Actually it is quite possible that pooling arrays will make your GC SLOWER than creating new ones; this is usually the case with cheap objects. Another cost of pooling comes from synchronizing objects across threads and cleaning them up after use. Both are trickier than they sound.
Summing up, unless you are well aware of the internals of your GC and understand how it works under the hood, AND have a results from a profiler that show that managing all the arrays is a bottleneck - DO NOT POOL.In most cases it is a bad idea.
Thank you for the comprehensive response. We'll try to get the profiling done soon and come back with an answer. Can you think of other solutions for decreasing the impact of allocating these byte arrays?
– Yon Mar 15 at 7:02 I don't know what do you mean by 'impact'. What is wrong with the application? What bad symptoms should be cured?
Do you have problem with the overall speed? Frequent major collections? Frequent minor collections?
Depending on what's your problem, the answers will be different. First hint: if you want your allocations to use less memory, just give it less memory. You might get smaller throughput, but you will get rid of long GC pauses.
– fdreger Mar 16 at 19:24 The long GC pauses are our biggest problem right now, because the entire system is unresponsive. Also, the GC pauses wreck havoc with clocks (such as timeout-related functions). The question is - do we have a method of decreasing GC pauses without decreasing throughput related to these byte arrays?
– Yon Mar 21 at 14:18 Probably not, it is a tradeoff (you would face the same problem in C++ - either clean often and use less memory or clean big blocks and use a lot). Before you try something more radical, try and give your program as little memory as possible. This would be something like 'an ammount of memory that all the active clients need at once at the peak of memory usage + 20%'.
This will force very frequent minor collections, but they should be very fast. This may be good enough. – fdreger Mar 21 at 16:51.
If garbage collection in your case is really a performance hit (often cleaning up the eden space does not take much time if not many objects survive), and it is easy to plug in the object pool, try it, and measure it. This certainly depends on your application's need.

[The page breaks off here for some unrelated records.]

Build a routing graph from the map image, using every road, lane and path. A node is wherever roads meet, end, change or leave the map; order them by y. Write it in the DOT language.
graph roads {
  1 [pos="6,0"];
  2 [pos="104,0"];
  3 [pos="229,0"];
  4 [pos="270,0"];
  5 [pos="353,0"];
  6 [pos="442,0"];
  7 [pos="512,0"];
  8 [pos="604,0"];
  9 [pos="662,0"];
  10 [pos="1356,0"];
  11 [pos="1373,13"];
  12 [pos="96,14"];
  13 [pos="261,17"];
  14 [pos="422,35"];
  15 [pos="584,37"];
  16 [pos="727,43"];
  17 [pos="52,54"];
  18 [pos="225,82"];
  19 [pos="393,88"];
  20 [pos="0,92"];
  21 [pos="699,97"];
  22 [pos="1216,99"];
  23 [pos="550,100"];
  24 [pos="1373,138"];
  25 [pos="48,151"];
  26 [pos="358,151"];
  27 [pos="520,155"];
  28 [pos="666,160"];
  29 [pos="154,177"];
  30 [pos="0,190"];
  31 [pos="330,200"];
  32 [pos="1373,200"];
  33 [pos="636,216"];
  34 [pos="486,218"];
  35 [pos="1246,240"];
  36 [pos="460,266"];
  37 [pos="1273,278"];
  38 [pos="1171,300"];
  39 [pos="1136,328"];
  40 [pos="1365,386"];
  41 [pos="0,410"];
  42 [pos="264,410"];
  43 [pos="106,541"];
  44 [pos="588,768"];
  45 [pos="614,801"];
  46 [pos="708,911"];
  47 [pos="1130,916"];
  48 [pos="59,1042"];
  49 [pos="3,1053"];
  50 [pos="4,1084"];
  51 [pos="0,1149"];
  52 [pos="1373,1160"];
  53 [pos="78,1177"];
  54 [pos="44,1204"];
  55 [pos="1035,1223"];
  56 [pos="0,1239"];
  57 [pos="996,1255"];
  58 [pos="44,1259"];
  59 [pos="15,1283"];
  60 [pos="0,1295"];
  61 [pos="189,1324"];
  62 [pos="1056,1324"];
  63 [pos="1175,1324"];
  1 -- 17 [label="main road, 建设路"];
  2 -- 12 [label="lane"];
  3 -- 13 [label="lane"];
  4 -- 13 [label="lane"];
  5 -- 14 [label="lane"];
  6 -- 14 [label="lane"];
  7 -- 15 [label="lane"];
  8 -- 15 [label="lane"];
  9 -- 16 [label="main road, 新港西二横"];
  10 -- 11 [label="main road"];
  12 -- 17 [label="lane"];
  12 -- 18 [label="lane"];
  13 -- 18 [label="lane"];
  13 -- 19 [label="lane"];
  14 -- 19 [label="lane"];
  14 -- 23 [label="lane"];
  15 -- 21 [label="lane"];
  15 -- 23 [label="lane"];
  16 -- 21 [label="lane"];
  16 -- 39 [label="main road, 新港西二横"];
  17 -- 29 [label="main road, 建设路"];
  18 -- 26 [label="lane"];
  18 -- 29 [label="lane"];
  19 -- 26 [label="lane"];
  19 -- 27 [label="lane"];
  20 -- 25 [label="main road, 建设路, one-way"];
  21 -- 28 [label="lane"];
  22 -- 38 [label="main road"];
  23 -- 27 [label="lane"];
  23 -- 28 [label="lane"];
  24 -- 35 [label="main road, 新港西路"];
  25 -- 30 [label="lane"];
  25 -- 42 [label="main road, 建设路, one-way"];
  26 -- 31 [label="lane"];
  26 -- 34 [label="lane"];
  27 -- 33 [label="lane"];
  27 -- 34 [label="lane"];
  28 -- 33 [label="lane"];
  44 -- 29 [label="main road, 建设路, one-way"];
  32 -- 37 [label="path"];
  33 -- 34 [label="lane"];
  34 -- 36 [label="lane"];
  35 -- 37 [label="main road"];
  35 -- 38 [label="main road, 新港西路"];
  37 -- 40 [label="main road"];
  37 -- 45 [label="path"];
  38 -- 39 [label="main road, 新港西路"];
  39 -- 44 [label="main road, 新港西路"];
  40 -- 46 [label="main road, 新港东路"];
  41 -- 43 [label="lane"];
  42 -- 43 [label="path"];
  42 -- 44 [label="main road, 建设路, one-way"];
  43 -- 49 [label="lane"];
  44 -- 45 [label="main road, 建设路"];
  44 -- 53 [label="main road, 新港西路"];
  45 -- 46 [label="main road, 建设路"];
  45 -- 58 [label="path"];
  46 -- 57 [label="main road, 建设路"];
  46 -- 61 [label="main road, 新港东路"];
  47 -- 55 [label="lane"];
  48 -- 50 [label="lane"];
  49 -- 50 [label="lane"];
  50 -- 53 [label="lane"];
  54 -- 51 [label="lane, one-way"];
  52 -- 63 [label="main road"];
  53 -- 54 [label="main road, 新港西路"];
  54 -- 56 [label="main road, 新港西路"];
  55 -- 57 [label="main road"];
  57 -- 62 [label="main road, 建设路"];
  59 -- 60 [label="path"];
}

1 for "try it and measure it". Optimization is tricky, and an ounce of experimental data is worth a pound of internet opinions. – Mark Tozzi Mar 14 at 21:30 This is quite a complex application.Do you think setting up the following would serve the "try it and measure it" goal: creating an app which only uses the clients, running it using something like YourKit (counting GC's, etc. ) using current solution and the proposed one?
– Yon Mar 15 at 6:34 you don't need a profiler to count stw pauses, just use -XX:+PrintGCDetails -XX:+PrintGCDateStamps -XX:+PrintGCApplicationStoppedTime -XX:+PrintGCApplicationConcurrentTime -Xloggc:gc. Log then parse the log file to see how frequently it pauses. – Matt Mar 15 at 9:03.
The pool would work out much better as long as you always have a reference to it, this way the garbage collector simply ignores the pool and will only be declared once (you could always declare it static to be on the safe side). Although it would be persistent memory but I doubt that will be a problem for your application.
I cant really gove you an answer,but what I can give you is a way to a solution, that is you have to find the anglde that you relate to or peaks your interest. A good paper is one that people get drawn into because it reaches them ln some way.As for me WW11 to me, I think of the holocaust and the effect it had on the survivors, their families and those who stood by and did nothing until it was too late.